# 3-1 Asymptotic behavior of polynomials

Let

$$p(n) = \sum_{i = 0}^d a_i n^i,$$

where $a_d > 0$, be a degree-$d$ polynomial in $n$, and let $k$ be a constant. Use the definitions of the asymptotic notations to prove the following properties.

a. If $k \ge d$, then $p(n) = O(n^k)$.

b. If $k \le d$, then $p(n) = \Omega(n^k)$.

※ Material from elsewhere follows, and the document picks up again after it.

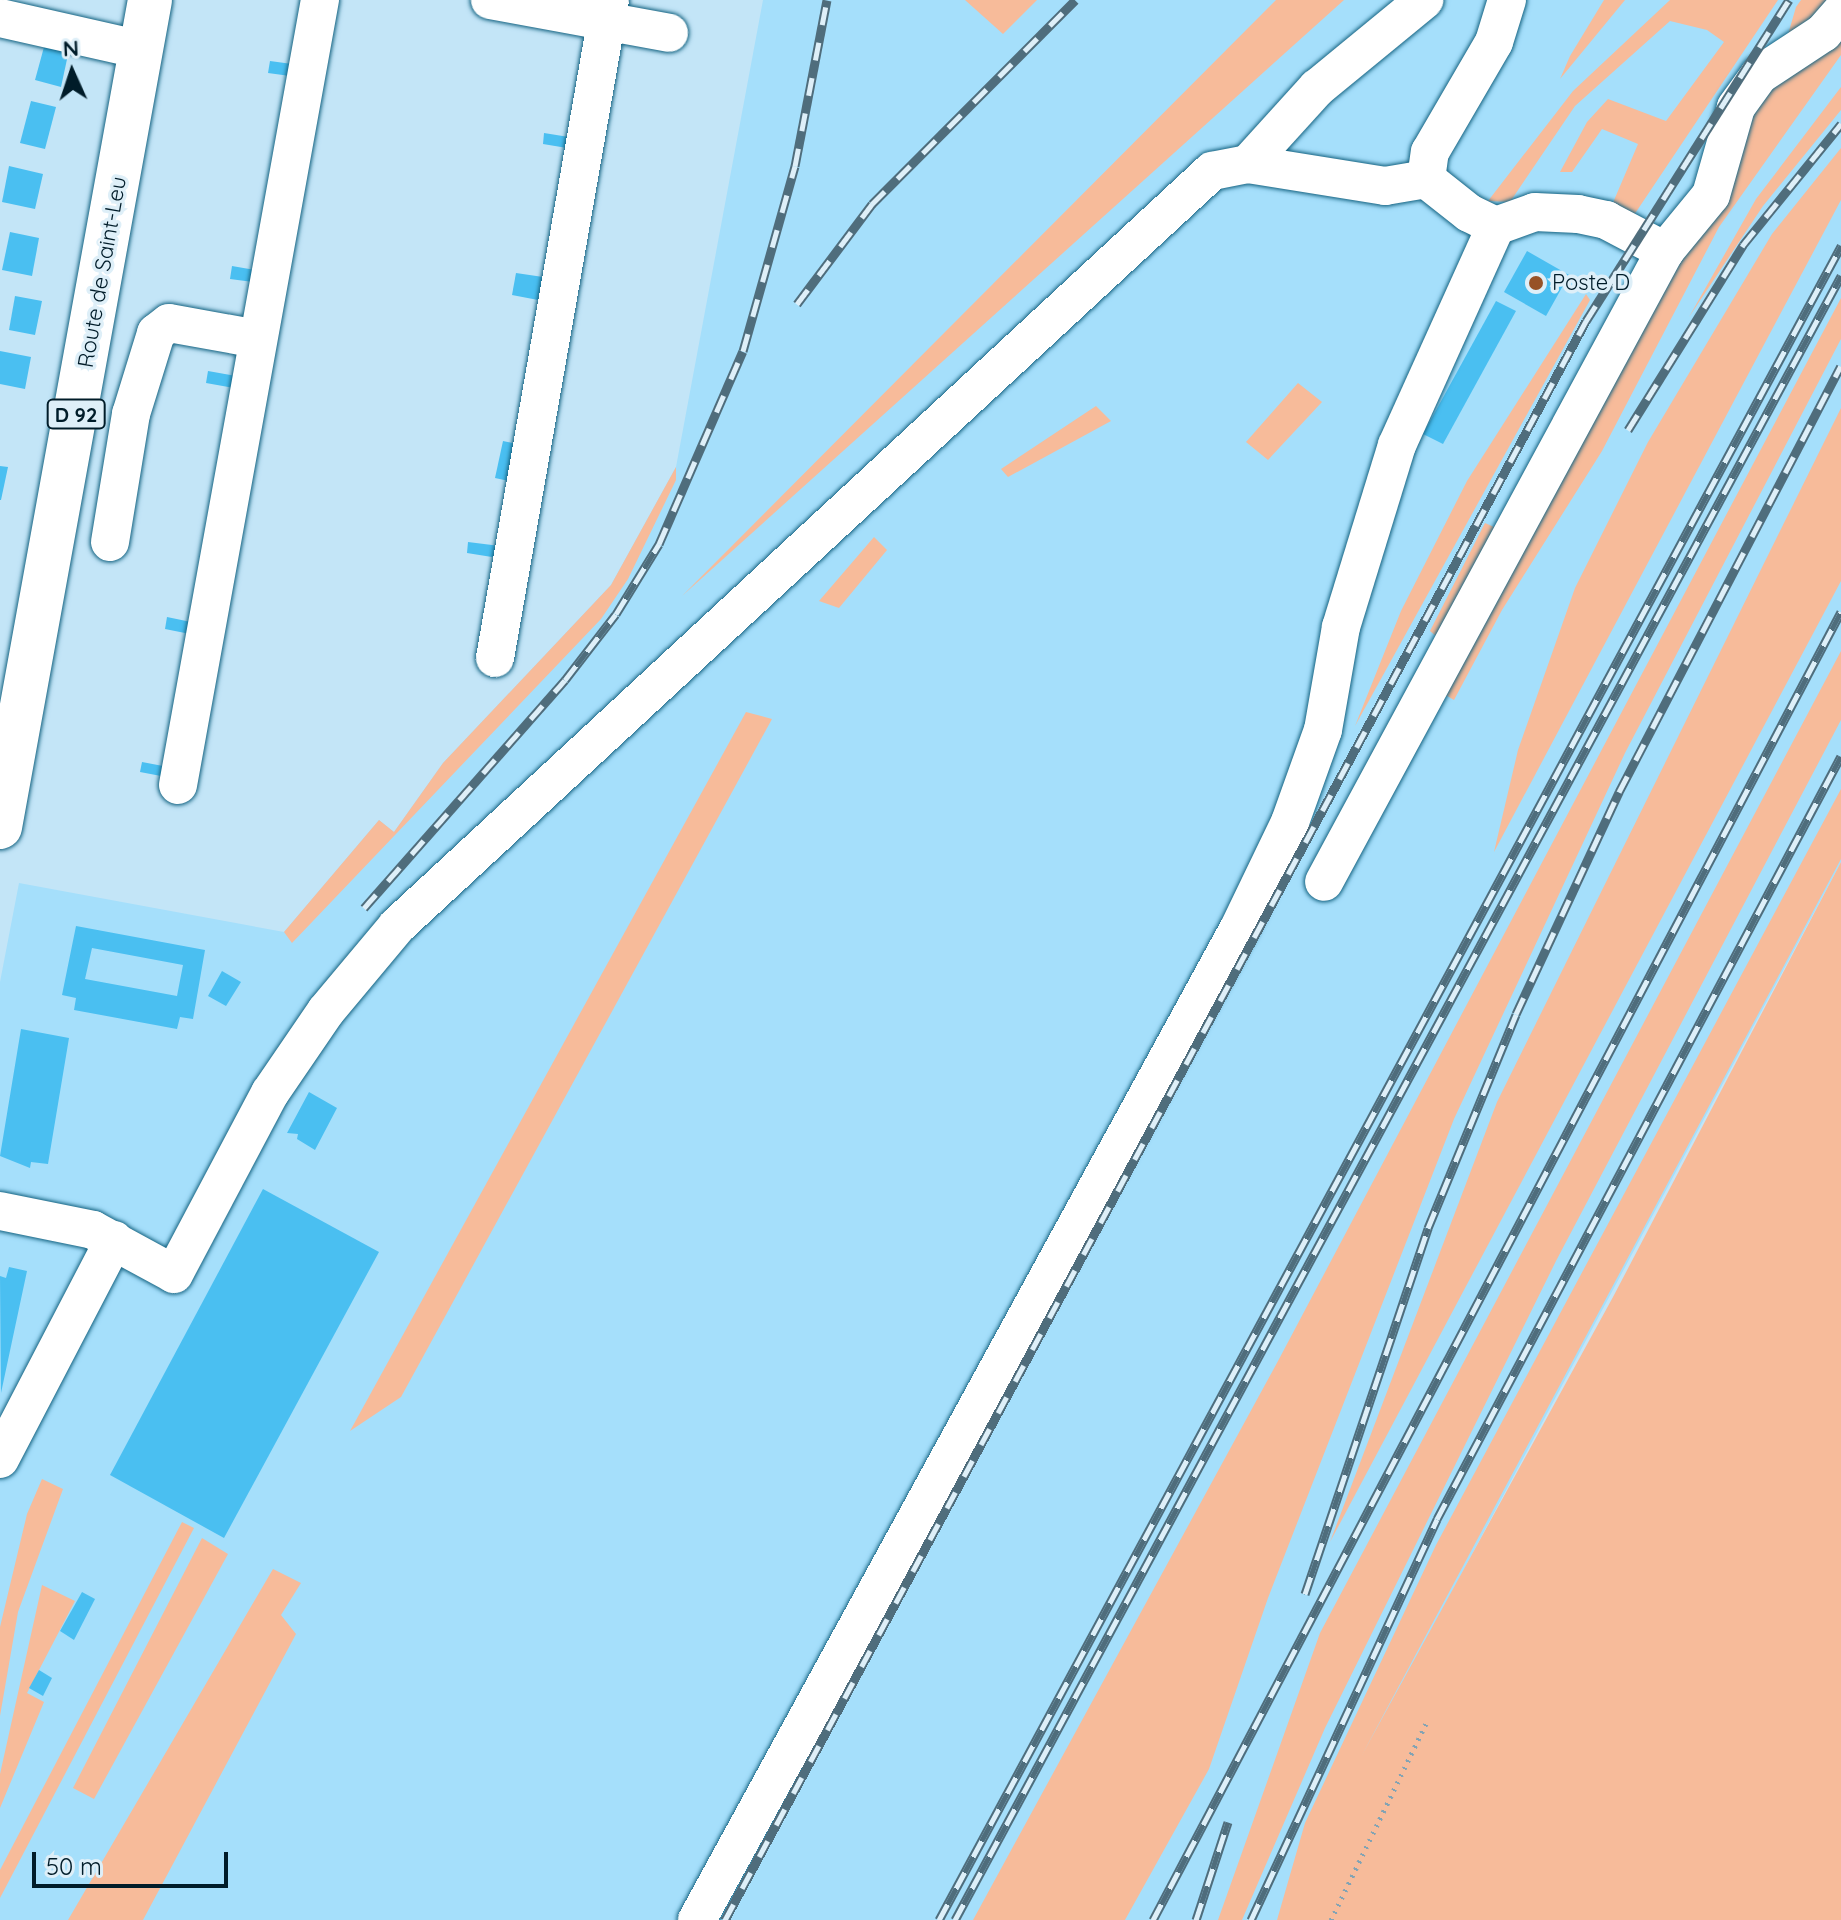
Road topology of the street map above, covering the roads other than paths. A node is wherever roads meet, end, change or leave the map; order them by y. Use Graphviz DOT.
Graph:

c. If $k = d$, then $p(n) = \Theta(n^k)$.

d. If $k > d$, then $p(n) = o(n^k)$.

e. If $k < d$, then $p(n) = \omega(n^k)$.

Let's see that $p(n) = O(n^d)$. We need do pick $c = a_d + b$, such that

$$\sum\limits_{i = 0}^d = a_d n^d + a_{d - 1}n^{d - 1} + \cdots + a_1n + a_0 \le cn^d.$$

When we divide by $n^d$, we get

$$c = a_d + b \ge a_d + \frac{a_{d - 1}}n + \frac{a_{d - 2}}{n^2} + \cdots + \frac{a_0}{n^d}.$$

and

$$b \ge \frac{a_{d - 1}}n + \frac{a_{d - 2}}{n^2} + \cdots + \frac{a_0}{n^d}.$$

If we choose $b = 1$, then we can choose $n_0$,

$$n_0 = \max(da_{d - 1}, d\sqrt{a_{d - 2}}, \ldots, d\sqrt[d]{a_0}).$$

Now we have $n_0$ and $c$, such that

$$p(n) \le cn^d \quad \text{for } n \ge n_0,$$

which is the definition of $O(n^d)$.

By chosing $b = -1$ we can prove the $\Omega(n^d)$ inequality and thus the $\Theta(n^d)$ inequality.

It is very similar to prove the other inequalities.